Ainsi, en 2021, Safia Nolin a présenté une nouvelle facette de son art : son côté indie rock. En compagnie du réalisateur Félix Petit (qui a également épaulé Hubert Lenoir, Les Louanges et Laurence-Anne par le passé), l’autrice-compositrice-interprète livre quatre pièces rock éthérées épatantes. Au passage, si vous aimez ce volet de SEUM, je vous invite aussi à (re)découvrir Hop Along, Vanille, Laura Stevenson, voire The Vaselines.

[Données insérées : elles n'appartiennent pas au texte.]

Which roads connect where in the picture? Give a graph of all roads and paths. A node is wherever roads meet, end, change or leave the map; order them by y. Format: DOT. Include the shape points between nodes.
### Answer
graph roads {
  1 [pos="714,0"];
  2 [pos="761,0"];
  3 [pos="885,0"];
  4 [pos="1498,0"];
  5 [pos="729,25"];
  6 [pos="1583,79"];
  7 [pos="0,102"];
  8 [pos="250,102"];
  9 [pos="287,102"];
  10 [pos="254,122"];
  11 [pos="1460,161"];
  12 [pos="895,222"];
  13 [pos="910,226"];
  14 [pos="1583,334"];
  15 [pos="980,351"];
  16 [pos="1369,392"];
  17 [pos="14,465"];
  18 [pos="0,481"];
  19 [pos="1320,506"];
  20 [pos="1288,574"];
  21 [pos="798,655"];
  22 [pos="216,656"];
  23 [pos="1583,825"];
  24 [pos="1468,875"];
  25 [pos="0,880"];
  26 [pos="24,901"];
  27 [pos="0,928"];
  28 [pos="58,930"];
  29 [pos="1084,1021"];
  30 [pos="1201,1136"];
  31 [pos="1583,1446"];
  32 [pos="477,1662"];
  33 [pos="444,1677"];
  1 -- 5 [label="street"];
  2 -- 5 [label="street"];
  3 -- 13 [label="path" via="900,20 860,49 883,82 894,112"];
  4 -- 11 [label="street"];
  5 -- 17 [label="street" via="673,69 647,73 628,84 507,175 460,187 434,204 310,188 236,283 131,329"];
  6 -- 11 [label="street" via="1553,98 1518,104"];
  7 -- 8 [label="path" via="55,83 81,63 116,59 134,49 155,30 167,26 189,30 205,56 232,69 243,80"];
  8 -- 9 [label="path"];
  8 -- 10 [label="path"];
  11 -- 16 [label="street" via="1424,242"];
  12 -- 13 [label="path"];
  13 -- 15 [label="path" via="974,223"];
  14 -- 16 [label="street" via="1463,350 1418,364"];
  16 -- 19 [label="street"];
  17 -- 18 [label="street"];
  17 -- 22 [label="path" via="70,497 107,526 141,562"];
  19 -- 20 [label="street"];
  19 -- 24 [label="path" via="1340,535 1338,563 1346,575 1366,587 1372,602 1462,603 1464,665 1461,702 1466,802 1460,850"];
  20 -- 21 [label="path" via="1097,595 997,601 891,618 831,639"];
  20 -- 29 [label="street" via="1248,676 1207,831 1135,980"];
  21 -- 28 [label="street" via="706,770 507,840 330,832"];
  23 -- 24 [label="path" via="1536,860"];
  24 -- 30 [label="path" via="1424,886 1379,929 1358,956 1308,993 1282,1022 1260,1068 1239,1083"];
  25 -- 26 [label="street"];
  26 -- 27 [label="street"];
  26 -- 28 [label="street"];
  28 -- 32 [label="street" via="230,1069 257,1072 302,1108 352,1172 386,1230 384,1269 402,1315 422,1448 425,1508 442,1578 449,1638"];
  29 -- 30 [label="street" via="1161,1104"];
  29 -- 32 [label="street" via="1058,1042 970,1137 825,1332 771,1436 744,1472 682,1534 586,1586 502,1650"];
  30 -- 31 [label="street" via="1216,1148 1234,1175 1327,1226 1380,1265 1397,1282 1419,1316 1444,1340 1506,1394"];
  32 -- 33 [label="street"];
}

Côté folk, l’artiste ose en adaptant ce fameux matériel rock de façon plus intime, capté en une seule prise lors d’enregistrements extérieurs (et ça s’entend). À titre comparatif, cette « face B » de SEUM accompagnerait bien L’étrange pays de Leloup sur une liste d’écoute.
En ce qui concerne les textes, Safia Nolin est toujours aussi juste. Il va sans dire, mais au cas où : à vos mouchoirs.
Une œuvre (trop) courte, certes, mais tout de même (très) grande et qui, des mois plus tard, me hante encore.
Bravo!
Dominique Fils-Aimée
Three Little Words
En 2018, l’artiste jazz et soul proposait un premier LP explorant les racines de la culture musicale afro-américaine. Le projet est devenu de plus en plus ambitieux au fil des parutions, alors qu’on y a également greffé des références à des moments déterminants de l’histoire des Noirs. Sur Three Little Words, l’artiste, le réalisateur Jacques Roy et leur équipage combinent northern soul, doo-wop, jazz, R&B et musiques globales sur 14 chansons qui rendent hommage à ces genres, certes, mais sans faire dans la nostalgie crasse ou le simple clin d’œil. À écouter encore et encore.
Vanille
Soleil ’96
« Nom de plume de l’autrice-compositrice-interprète et multi-instrumentiste locale Rachel Leblanc, Vanille risque d’être sur toutes les lèvres au cours des prochaines semaines, tant son premier album complet est surprenant. » C’est ce que j’écrivais en janvier dernier et, onze mois plus tard, ce fameux LP me fait toujours le même effet. Soleil ‘96, c’est notamment France Gall qui chante sur du Belle & Sebastian, mais sans singer ou se vautrer dans la nostalgie. Au contraire, c’est vraiment rafraîchissant.
Salomé Leclerc
Mille ouvrages mon cœur
Salomé Leclerc frappe fort. Bien que créé au cours des derniers mois, ce bijou rock folk est davantage un LP de confinement que de pandémie, l’artiste ayant foulé ses carnets de notes plutôt que la scène, pandémie oblige. D’où cette œuvre plus éthérée et lumineuse, misant plus sur l’aventure intérieure que sur le sempiternel constat sur le monde actuel qui accompagne bon nombre d’albums post-COVID 19 (un genre musical en devenir ? Espérons que non). Côté mélodies, les amateurs de Louis-Jean Cormier (qui réalise), d’Antoine Corriveau et de Bat For Lashes vont adorer.
Louis-Jean Cormier
Le ciel est au plancher
En parlant du loup ! Cormier a titillé les nostalgiques de son fameux groupe en renouant avec son compagnon d’armes – et claviériste de Karkwa – François Lafontaine en plus de recruter Robbie Kuster (batteur pour Patrick Watson et, donc, Karkwatson) pour cet album rock pop majeur misant davantage sur les synthés que sur les riffs de guitares. Le ciel est au plancher pourrait également être la trame sonore parfois jazzée d’un road movie imaginaire inspiré du parcours du principal intéressé – tant physique que psychologique – depuis le décès de son père. Visiblement, tout comme la Reine, Louis-Jean Cormier « can do no wrong ».